======== Supplied data

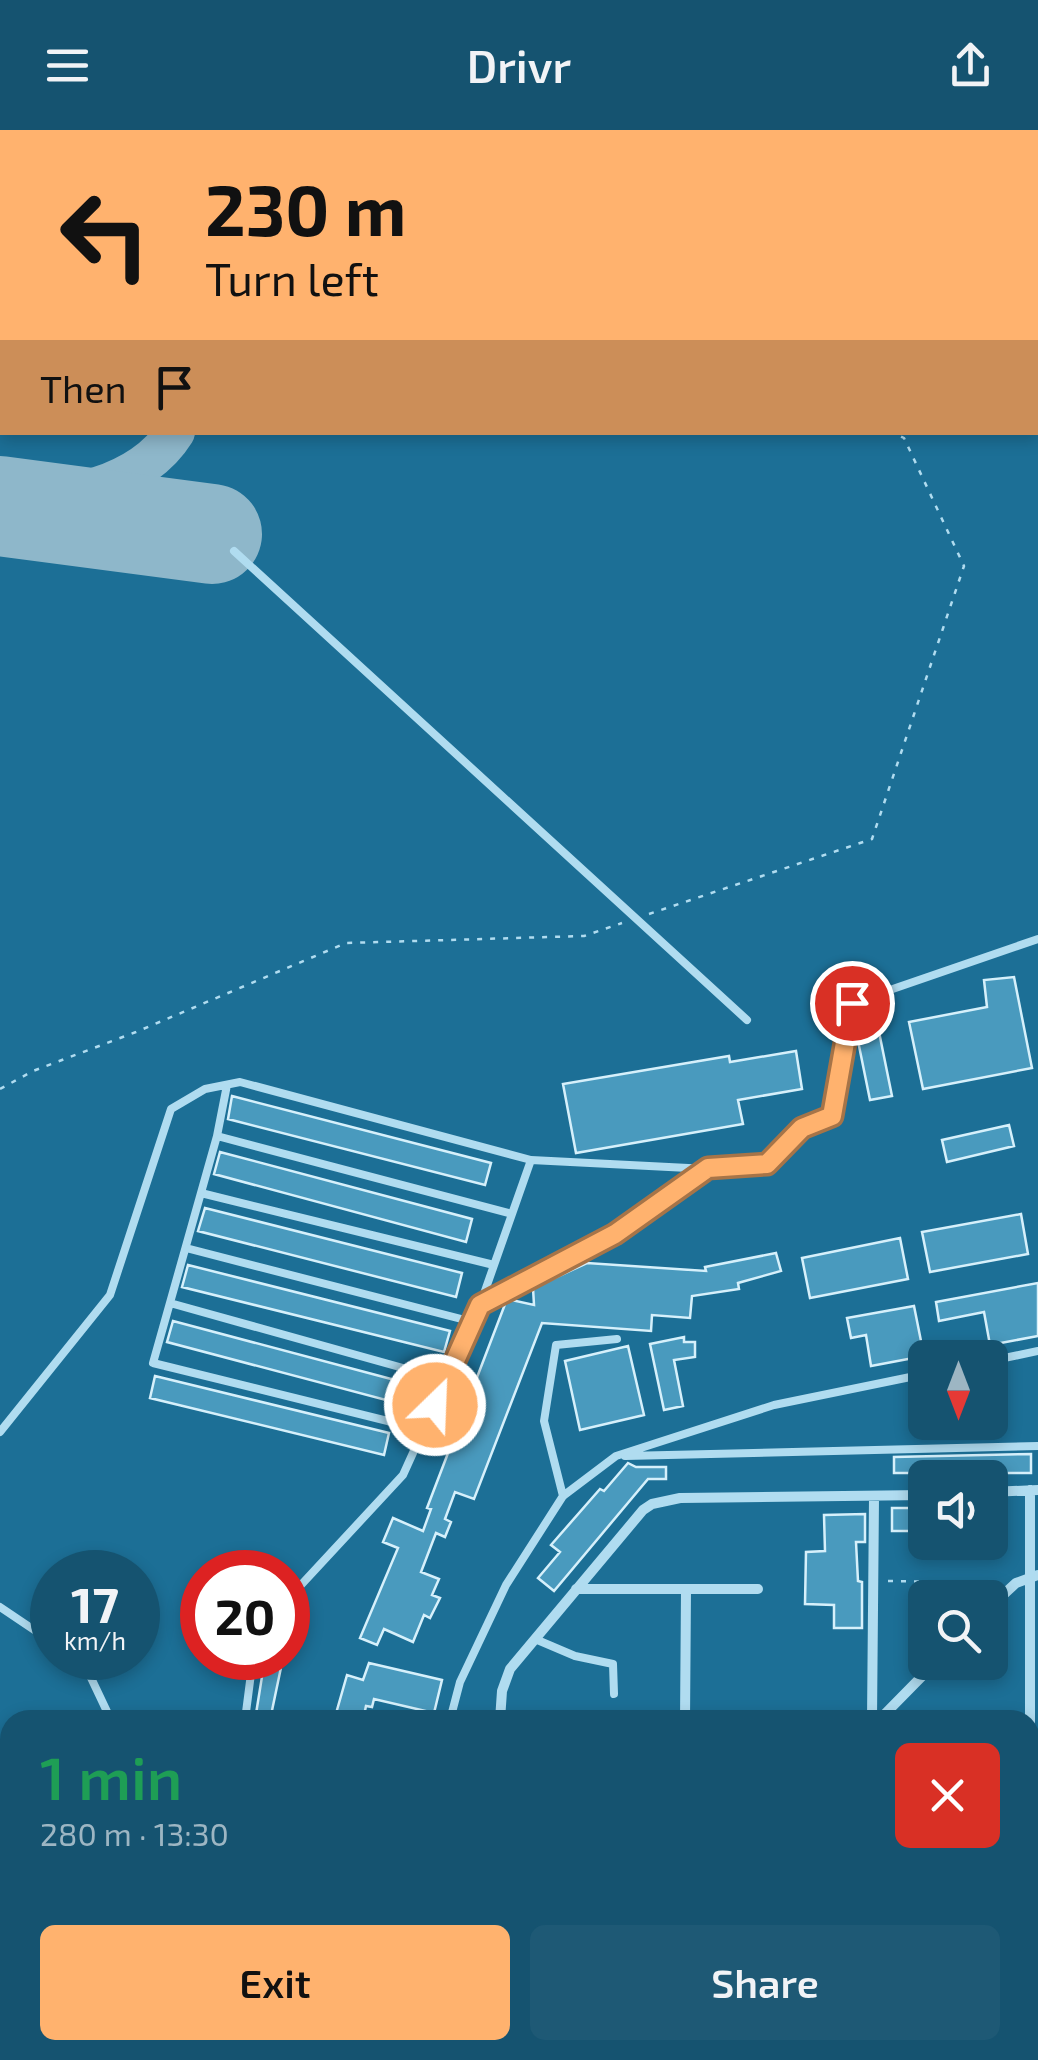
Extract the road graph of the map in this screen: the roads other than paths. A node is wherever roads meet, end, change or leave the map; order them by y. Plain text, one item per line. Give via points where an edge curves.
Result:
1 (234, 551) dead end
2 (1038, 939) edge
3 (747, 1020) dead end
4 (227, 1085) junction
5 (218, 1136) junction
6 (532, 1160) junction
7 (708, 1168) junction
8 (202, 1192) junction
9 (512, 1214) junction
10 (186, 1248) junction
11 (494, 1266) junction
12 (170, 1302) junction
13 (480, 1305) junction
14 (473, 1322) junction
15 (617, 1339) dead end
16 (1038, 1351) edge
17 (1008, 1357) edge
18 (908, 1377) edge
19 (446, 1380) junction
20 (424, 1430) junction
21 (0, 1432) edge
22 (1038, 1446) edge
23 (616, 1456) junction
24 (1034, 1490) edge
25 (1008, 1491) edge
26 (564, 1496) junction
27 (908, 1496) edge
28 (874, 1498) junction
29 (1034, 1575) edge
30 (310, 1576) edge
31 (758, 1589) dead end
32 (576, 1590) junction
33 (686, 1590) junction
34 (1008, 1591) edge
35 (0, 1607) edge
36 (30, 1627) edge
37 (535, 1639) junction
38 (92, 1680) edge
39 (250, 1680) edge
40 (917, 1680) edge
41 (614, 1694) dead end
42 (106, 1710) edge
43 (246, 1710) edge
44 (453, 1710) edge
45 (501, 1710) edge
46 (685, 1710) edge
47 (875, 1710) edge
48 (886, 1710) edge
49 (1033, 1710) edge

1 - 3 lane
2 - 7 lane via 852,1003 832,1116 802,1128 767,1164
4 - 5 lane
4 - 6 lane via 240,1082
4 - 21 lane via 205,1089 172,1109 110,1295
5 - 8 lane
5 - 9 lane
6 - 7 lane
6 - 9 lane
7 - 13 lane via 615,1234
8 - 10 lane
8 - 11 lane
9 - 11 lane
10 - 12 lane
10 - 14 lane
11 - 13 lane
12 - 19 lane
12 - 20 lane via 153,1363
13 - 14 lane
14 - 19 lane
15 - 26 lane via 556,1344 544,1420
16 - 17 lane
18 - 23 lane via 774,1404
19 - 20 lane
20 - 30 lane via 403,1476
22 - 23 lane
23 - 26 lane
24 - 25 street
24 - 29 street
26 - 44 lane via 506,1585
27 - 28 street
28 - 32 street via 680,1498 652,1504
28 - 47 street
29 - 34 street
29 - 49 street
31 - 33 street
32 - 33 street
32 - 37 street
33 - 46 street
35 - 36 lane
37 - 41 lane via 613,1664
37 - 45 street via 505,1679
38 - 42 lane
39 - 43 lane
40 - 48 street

================
======== Supplied data

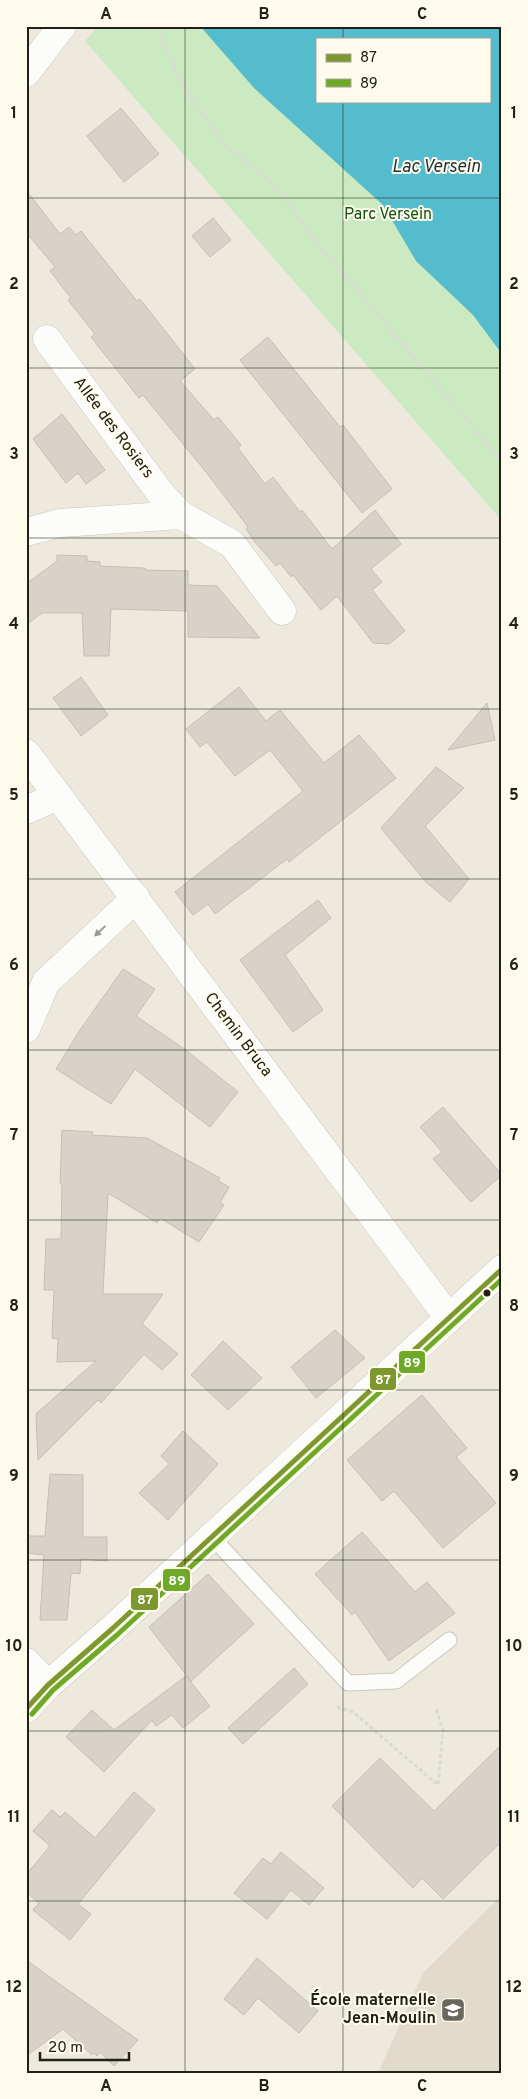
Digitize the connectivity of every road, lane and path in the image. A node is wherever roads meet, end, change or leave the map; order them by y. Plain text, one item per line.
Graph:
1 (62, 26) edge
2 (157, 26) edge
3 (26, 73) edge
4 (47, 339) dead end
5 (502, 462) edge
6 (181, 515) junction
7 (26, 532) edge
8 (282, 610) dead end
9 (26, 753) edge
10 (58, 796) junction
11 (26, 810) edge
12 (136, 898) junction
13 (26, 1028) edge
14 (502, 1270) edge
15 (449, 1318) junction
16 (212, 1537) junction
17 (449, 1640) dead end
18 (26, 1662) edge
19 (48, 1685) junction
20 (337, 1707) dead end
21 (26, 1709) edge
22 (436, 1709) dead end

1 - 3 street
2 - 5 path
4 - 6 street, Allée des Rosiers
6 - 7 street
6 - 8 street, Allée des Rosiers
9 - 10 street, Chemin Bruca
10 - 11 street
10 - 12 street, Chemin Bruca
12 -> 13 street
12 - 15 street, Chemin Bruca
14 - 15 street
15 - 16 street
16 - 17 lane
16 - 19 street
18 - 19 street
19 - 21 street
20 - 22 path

================
======== Supplied data

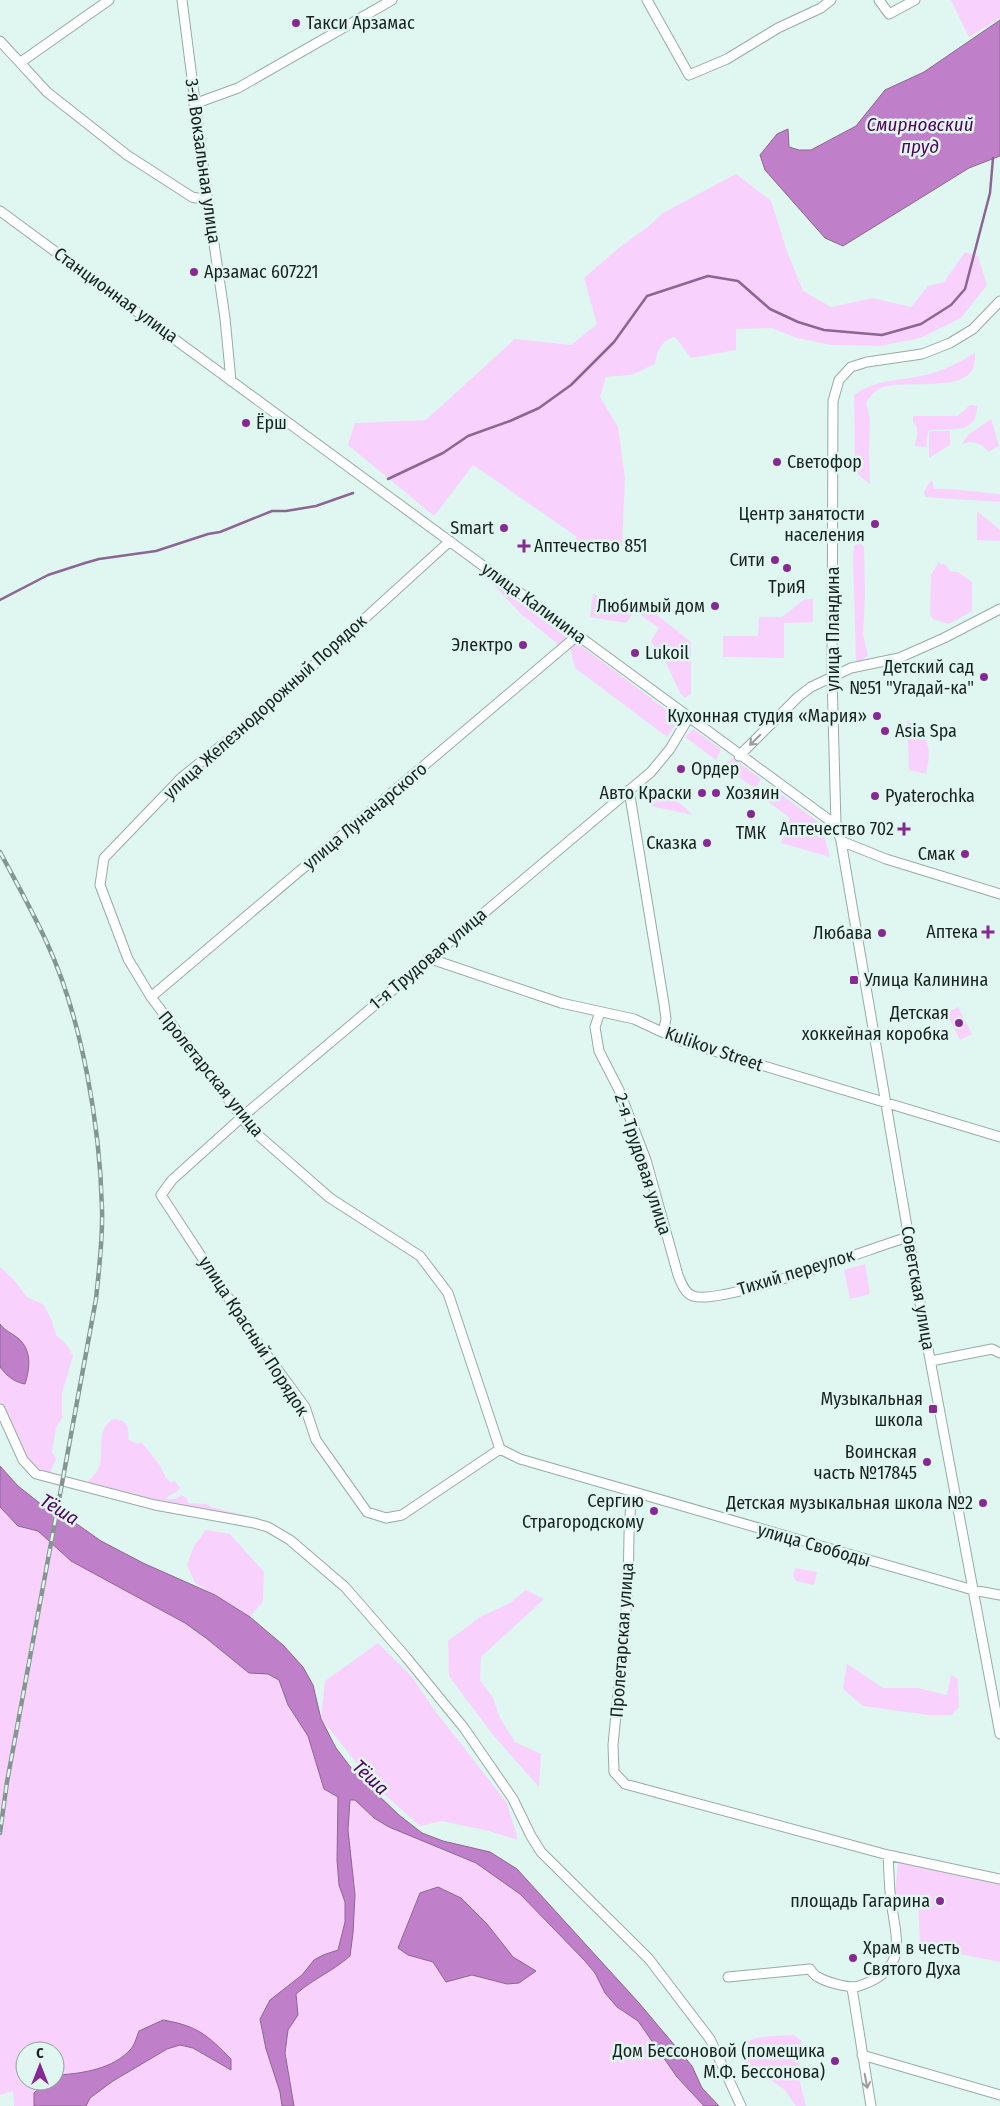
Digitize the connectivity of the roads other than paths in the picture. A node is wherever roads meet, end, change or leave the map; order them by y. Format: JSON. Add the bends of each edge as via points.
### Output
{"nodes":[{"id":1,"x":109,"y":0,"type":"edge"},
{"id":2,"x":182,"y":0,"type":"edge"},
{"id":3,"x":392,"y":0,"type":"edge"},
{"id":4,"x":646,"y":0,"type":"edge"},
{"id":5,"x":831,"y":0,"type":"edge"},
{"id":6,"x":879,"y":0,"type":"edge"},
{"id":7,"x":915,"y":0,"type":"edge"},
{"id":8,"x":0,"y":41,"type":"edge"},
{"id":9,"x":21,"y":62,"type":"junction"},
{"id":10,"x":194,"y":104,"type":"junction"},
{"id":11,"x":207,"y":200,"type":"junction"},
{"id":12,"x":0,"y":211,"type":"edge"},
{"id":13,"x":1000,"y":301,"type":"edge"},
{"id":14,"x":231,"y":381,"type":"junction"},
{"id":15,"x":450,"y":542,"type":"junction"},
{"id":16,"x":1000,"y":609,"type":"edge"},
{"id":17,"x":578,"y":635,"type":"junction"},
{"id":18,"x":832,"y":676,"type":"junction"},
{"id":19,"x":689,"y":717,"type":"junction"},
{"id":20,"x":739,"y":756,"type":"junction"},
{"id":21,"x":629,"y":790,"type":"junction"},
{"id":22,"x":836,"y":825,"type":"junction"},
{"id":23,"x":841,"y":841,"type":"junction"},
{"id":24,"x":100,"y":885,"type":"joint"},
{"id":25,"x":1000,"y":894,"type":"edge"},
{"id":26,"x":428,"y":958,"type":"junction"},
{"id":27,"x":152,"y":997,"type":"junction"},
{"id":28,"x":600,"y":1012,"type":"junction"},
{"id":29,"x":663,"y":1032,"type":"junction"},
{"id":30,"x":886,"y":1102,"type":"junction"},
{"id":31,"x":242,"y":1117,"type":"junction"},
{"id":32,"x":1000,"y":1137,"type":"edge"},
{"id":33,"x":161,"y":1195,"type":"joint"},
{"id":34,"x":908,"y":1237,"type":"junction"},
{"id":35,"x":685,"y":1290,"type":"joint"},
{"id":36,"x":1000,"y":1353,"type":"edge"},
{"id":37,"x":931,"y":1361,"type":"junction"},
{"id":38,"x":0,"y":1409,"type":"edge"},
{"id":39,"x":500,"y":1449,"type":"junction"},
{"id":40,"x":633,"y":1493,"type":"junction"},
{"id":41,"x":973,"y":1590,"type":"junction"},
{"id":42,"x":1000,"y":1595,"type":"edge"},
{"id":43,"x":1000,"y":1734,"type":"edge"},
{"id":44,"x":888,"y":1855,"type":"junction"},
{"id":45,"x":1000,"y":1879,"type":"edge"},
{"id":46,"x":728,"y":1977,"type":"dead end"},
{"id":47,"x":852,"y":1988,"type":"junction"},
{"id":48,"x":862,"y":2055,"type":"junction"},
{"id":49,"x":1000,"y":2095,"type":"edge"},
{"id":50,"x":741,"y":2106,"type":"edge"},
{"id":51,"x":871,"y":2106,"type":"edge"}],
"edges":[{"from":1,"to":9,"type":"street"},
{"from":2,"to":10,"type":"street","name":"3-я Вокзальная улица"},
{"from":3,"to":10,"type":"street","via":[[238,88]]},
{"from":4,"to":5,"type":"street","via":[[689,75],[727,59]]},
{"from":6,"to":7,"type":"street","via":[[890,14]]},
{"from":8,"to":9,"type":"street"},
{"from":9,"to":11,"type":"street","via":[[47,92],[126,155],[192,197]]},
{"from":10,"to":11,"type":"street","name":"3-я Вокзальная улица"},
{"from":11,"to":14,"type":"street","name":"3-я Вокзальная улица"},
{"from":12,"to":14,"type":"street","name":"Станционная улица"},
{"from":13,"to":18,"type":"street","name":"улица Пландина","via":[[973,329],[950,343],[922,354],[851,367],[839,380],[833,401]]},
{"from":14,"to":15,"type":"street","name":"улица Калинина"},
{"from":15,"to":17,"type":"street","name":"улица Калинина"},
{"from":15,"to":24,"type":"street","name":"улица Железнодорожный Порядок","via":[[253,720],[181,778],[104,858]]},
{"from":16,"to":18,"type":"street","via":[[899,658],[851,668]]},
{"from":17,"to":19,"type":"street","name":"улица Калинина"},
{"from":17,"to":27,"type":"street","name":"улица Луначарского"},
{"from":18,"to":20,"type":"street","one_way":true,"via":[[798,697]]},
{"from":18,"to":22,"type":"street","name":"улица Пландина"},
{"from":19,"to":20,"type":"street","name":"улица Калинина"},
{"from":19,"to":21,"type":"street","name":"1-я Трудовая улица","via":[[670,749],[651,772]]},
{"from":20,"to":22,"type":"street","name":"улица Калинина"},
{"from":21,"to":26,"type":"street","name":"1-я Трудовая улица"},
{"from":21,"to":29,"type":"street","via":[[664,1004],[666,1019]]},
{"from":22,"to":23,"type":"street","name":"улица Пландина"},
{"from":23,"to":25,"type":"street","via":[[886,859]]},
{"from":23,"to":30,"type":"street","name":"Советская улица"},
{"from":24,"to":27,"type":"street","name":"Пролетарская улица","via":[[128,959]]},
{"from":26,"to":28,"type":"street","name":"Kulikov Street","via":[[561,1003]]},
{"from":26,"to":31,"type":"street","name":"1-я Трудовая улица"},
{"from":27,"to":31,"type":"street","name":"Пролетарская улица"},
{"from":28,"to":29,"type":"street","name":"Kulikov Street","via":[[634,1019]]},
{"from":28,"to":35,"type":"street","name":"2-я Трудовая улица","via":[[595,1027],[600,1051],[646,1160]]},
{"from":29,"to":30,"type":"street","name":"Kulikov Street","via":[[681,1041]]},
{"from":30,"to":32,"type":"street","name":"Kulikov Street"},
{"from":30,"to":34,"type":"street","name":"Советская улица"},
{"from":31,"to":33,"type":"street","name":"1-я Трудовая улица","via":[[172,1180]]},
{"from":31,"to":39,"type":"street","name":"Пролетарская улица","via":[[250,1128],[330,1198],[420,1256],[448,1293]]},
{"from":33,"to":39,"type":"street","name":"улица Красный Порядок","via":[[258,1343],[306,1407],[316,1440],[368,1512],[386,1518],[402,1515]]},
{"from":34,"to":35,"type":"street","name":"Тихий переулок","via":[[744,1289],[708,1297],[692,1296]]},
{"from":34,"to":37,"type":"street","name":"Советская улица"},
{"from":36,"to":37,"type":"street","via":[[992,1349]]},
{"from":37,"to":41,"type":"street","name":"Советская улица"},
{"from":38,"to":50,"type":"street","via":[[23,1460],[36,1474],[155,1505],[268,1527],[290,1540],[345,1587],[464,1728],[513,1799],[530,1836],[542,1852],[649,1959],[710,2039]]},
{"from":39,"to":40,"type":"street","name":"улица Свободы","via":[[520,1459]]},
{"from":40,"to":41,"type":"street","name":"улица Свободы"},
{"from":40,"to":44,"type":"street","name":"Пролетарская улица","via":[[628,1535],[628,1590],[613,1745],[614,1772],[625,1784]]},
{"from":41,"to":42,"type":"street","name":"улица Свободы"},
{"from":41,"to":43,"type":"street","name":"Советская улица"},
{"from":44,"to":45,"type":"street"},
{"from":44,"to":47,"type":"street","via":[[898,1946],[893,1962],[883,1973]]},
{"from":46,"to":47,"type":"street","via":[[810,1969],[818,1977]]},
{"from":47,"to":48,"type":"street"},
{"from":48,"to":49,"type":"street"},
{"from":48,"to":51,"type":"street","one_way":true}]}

================

Try it - Take from the listing above each line in which the string "item" is found.

Response below -
Extract the road graph of the map in this screen: the roads other than paths. A node is wherever roads meet, end, change or leave the map; order them by y. Plain text, one item per line. Give via points where an edge curves.
Digitize the connectivity of every road, lane and path in the image. A node is wherever roads meet, end, change or leave the map; order them by y. Plain text, one item per line.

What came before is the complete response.